MongoDB Mongos Routers
Introduction
In a MongoDB sharded cluster, the mongos router serves as the interface between client applications and the sharded cluster. It plays a critical role in the MongoDB sharding architecture by directing queries to the appropriate shards and aggregating results from multiple shards.
When your data grows beyond the capacity of a single server, MongoDB sharding allows you to distribute your data across multiple machines. The mongos router is the component that makes this distribution transparent to your application.

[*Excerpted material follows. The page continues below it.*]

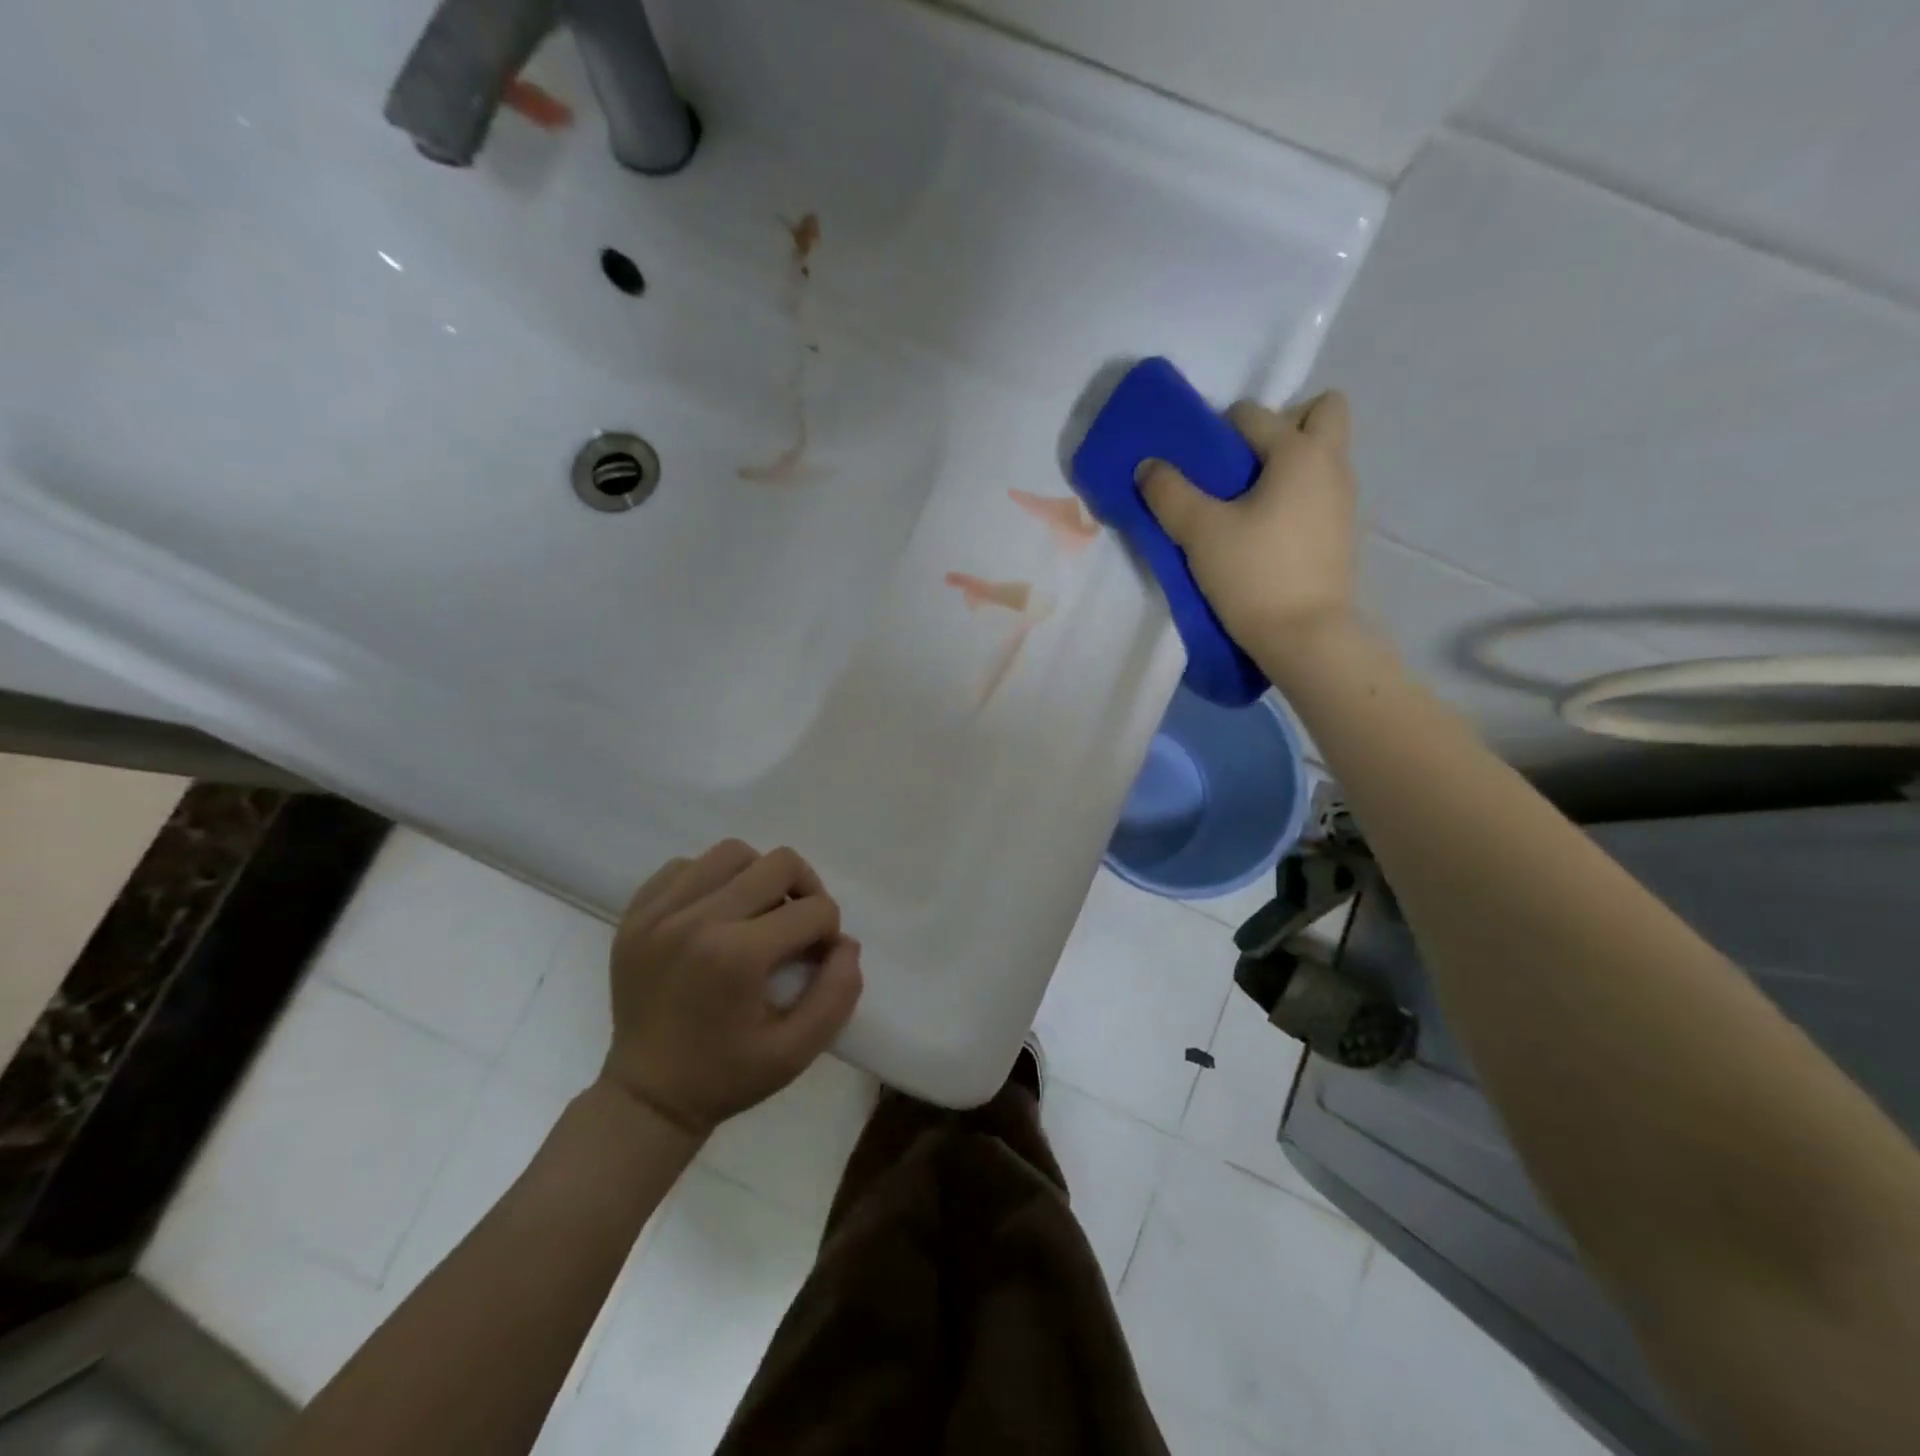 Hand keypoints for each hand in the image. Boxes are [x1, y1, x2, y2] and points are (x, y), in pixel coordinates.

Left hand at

In this guide, we'll explore:
- What mongos routers are and their purpose
- How mongos routers work in a sharded cluster
- How to deploy and configure mongos routers
- Best practices for mongos deployment
- Common troubleshooting scenarios
Understanding the Mongos Router
What is a Mongos Router?
A mongos (pronounced "Mongo S") router is a MongoDB process that acts as a query router, providing an interface between client applications and the sharded cluster. It determines which shard contains the data being requested in a query and routes the operation to the appropriate shard(s).

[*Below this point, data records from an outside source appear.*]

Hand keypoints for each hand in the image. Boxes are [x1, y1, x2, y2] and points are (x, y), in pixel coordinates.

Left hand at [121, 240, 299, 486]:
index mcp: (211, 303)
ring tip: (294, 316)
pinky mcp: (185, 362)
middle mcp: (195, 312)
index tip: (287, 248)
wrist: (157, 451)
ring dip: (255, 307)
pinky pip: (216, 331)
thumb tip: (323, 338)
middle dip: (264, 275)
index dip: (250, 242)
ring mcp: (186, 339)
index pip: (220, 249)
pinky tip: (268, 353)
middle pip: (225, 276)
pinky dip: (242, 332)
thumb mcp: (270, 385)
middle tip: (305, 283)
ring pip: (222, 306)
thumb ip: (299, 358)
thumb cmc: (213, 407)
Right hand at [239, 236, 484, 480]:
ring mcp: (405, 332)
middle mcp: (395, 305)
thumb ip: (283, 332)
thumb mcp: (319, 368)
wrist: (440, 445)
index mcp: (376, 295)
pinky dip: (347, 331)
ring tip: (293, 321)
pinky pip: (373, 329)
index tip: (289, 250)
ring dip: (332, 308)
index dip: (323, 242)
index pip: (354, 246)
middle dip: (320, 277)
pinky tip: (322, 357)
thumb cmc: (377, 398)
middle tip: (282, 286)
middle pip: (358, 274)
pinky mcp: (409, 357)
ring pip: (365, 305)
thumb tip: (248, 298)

Key Responsibilities of Mongos Routers
- Query Routing: Directs operations to the appropriate shard(s)
- Results Aggregation: Combines results from multiple shards into a single result set
- Metadata Caching: Caches shard metadata from config servers
- Connection Pooling: Maintains connection pools to each shard
- Authentication: Authenticates clients and enforces access control
How Mongos Works
When a client sends a query to a mongos router:
- The mongos consults its cached metadata (from the config servers) to determine which shard(s) contain the relevant data
- It routes the query to the appropriate shard(s)

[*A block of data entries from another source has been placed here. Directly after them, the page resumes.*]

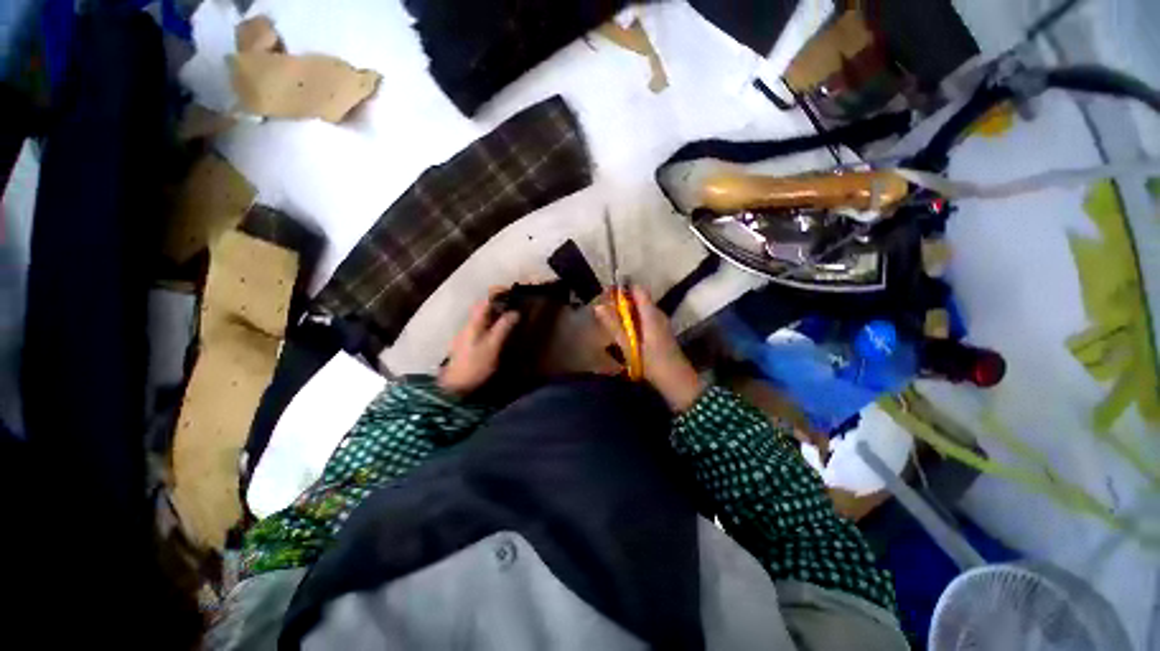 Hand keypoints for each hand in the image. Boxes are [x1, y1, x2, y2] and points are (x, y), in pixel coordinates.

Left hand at [439, 292, 519, 395]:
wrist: (454, 387)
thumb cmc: (474, 365)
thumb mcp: (492, 346)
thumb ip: (503, 328)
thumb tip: (515, 312)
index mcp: (473, 322)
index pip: (485, 300)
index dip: (497, 293)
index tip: (513, 292)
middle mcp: (468, 324)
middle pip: (483, 307)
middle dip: (499, 302)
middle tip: (516, 305)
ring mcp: (467, 334)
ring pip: (483, 317)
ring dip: (497, 313)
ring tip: (512, 316)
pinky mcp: (468, 343)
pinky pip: (482, 326)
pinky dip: (493, 323)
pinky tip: (501, 331)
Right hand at [594, 285, 702, 411]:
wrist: (677, 381)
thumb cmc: (652, 363)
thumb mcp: (629, 345)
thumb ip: (614, 325)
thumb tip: (598, 306)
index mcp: (651, 313)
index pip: (637, 289)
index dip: (621, 289)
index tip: (606, 294)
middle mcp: (658, 313)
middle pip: (639, 298)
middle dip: (621, 301)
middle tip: (604, 309)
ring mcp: (661, 323)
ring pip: (641, 309)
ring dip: (626, 312)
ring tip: (610, 320)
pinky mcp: (661, 332)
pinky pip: (645, 319)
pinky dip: (633, 320)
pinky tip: (624, 332) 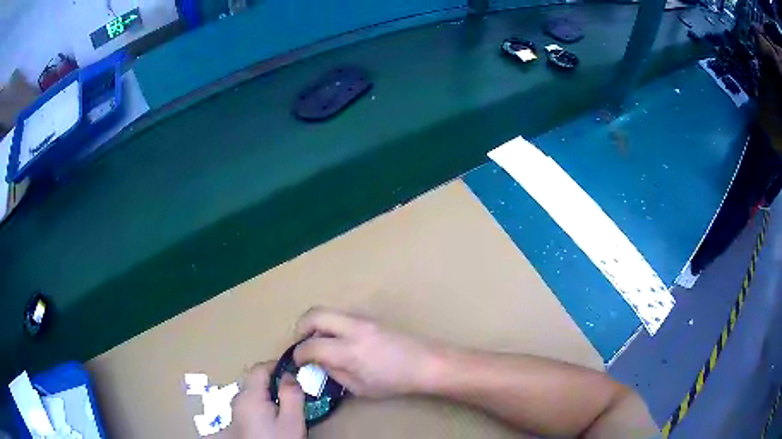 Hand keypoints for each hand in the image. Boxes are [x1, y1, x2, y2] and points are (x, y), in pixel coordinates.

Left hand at [229, 362, 305, 438]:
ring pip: (252, 392)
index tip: (295, 372)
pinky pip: (250, 403)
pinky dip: (263, 402)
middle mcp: (238, 399)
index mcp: (249, 396)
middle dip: (274, 380)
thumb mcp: (291, 420)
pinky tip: (276, 415)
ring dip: (269, 392)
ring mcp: (236, 410)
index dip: (277, 365)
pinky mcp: (238, 420)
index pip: (259, 368)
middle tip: (294, 389)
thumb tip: (289, 375)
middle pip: (254, 380)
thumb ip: (291, 395)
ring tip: (288, 403)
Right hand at [293, 308, 439, 397]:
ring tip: (320, 342)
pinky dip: (331, 324)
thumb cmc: (395, 381)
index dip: (298, 354)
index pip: (311, 346)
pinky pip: (342, 316)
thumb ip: (335, 373)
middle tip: (302, 343)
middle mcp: (353, 329)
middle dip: (300, 327)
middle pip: (314, 314)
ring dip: (316, 324)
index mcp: (349, 351)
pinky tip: (339, 341)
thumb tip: (318, 362)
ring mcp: (363, 319)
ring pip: (328, 311)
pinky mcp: (371, 317)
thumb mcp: (360, 388)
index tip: (298, 362)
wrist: (426, 362) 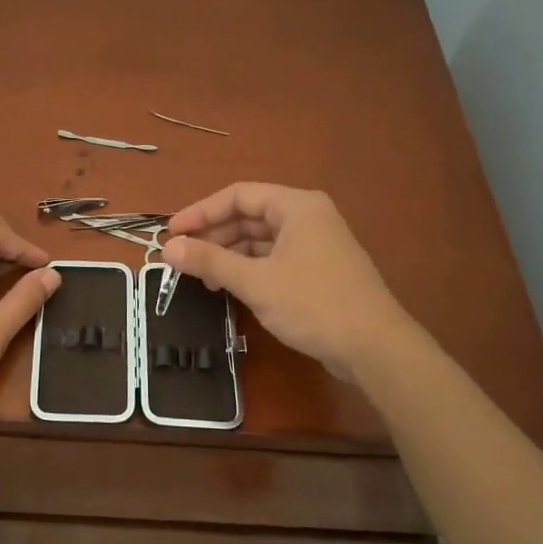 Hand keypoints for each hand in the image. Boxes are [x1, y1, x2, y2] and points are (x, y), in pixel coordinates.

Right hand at [164, 184, 411, 382]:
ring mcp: (315, 244)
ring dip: (229, 254)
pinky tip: (229, 286)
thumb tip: (168, 248)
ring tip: (201, 277)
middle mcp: (307, 217)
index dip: (200, 212)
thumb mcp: (255, 281)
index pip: (238, 195)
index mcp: (296, 206)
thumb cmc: (313, 304)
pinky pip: (274, 259)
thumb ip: (210, 260)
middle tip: (181, 258)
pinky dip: (249, 268)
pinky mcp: (318, 271)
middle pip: (249, 216)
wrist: (374, 348)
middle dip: (213, 235)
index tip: (171, 233)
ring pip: (261, 240) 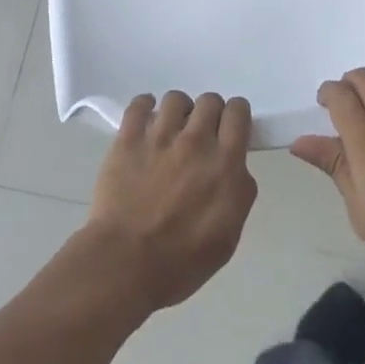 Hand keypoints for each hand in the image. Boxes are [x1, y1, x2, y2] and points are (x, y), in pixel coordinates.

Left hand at [81, 92, 257, 314]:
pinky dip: (144, 106)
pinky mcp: (128, 139)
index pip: (238, 112)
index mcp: (225, 164)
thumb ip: (238, 193)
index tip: (229, 130)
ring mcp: (159, 136)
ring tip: (170, 130)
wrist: (126, 264)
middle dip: (209, 113)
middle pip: (209, 100)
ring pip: (175, 99)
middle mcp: (195, 141)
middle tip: (200, 136)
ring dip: (178, 111)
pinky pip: (139, 104)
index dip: (236, 116)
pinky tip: (144, 120)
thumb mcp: (228, 237)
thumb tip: (235, 170)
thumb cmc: (182, 262) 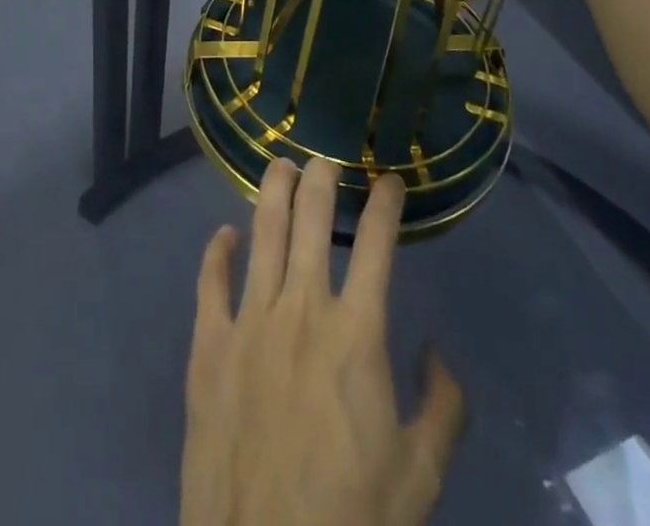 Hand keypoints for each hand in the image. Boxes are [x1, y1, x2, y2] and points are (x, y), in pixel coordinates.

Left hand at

- If multiple shards are involved, it merges the results
- It returns the final result to the client
The client application doesn't need to know anything about the sharding configuration—it simply connects to the mongos as if it were a regular MongoDB server.
Deploying Mongos Routers
Basic Setup
To start a mongos router, you use the mongos
executable (instead of the mongod
executable used for regular MongoDB instances).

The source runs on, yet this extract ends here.